Work instruction – Search the records for the string "Format" and copy every line where it turns up.
□ □ □
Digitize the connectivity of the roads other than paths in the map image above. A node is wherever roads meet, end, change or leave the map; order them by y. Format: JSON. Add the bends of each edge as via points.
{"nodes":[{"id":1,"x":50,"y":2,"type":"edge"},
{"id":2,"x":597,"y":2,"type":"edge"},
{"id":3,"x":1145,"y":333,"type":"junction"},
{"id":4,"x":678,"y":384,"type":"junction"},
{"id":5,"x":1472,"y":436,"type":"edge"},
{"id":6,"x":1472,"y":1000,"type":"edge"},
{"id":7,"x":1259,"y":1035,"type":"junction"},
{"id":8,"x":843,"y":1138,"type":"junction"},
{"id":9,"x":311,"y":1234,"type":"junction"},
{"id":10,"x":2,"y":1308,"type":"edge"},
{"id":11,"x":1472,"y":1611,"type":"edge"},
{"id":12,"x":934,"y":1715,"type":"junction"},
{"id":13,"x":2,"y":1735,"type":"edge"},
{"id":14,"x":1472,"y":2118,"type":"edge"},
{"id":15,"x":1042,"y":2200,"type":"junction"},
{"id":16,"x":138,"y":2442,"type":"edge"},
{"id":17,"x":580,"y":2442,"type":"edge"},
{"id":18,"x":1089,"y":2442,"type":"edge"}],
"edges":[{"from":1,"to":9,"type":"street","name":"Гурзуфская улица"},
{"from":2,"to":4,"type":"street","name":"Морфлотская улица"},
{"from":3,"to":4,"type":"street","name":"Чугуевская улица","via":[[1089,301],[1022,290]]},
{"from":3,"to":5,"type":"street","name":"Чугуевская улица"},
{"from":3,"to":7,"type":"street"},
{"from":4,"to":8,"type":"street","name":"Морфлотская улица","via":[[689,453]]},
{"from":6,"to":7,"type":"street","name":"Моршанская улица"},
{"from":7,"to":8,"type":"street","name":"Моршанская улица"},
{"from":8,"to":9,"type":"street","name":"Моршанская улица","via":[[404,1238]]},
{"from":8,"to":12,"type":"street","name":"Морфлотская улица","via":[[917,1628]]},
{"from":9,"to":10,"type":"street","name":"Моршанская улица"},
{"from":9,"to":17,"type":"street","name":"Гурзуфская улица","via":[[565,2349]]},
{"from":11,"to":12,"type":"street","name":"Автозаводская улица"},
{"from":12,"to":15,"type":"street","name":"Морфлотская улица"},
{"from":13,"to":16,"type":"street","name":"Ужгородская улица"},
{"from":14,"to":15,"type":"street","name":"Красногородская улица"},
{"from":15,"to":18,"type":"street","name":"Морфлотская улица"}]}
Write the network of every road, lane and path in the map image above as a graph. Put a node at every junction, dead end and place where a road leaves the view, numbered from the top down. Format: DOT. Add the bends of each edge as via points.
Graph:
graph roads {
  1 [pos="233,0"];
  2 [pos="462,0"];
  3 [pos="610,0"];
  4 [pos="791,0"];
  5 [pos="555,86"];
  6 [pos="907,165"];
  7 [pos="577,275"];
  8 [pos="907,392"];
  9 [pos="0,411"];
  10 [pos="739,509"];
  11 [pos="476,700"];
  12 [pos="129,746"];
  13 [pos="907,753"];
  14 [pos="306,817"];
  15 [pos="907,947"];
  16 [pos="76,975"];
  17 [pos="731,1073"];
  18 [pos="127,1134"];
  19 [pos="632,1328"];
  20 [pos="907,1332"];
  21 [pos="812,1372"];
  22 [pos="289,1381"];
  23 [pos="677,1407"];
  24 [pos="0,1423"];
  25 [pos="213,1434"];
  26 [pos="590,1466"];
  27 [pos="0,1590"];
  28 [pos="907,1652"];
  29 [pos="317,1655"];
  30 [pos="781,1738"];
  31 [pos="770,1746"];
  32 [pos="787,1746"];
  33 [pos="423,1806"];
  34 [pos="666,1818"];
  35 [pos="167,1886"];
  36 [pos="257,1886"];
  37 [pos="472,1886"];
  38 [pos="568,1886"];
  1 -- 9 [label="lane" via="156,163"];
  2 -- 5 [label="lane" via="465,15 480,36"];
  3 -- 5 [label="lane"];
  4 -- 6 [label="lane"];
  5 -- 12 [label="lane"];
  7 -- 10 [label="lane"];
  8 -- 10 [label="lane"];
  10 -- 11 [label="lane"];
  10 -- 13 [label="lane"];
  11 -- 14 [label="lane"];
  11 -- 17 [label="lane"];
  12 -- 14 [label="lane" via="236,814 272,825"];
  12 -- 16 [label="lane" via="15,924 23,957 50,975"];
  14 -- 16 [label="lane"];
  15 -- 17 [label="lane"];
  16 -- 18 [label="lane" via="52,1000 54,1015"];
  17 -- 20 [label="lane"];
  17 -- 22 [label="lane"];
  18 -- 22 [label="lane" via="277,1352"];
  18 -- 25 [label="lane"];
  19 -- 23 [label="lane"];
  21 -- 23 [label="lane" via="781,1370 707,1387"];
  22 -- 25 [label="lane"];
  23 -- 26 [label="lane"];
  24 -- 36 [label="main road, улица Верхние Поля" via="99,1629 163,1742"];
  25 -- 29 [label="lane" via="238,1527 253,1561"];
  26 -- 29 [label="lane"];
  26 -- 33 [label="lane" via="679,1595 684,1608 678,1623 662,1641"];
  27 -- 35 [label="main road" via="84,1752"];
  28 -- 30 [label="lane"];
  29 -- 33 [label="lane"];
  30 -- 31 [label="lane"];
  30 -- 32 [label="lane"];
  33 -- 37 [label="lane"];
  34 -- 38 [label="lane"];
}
□ □ □
Final answer –
Digitize the connectivity of the roads other than paths in the map image above. A node is wherever roads meet, end, change or leave the map; order them by y. Format: JSON. Add the bends of each edge as via points.
Write the network of every road, lane and path in the map image above as a graph. Put a node at every junction, dead end and place where a road leaves the view, numbered from the top down. Format: DOT. Add the bends of each edge as via points.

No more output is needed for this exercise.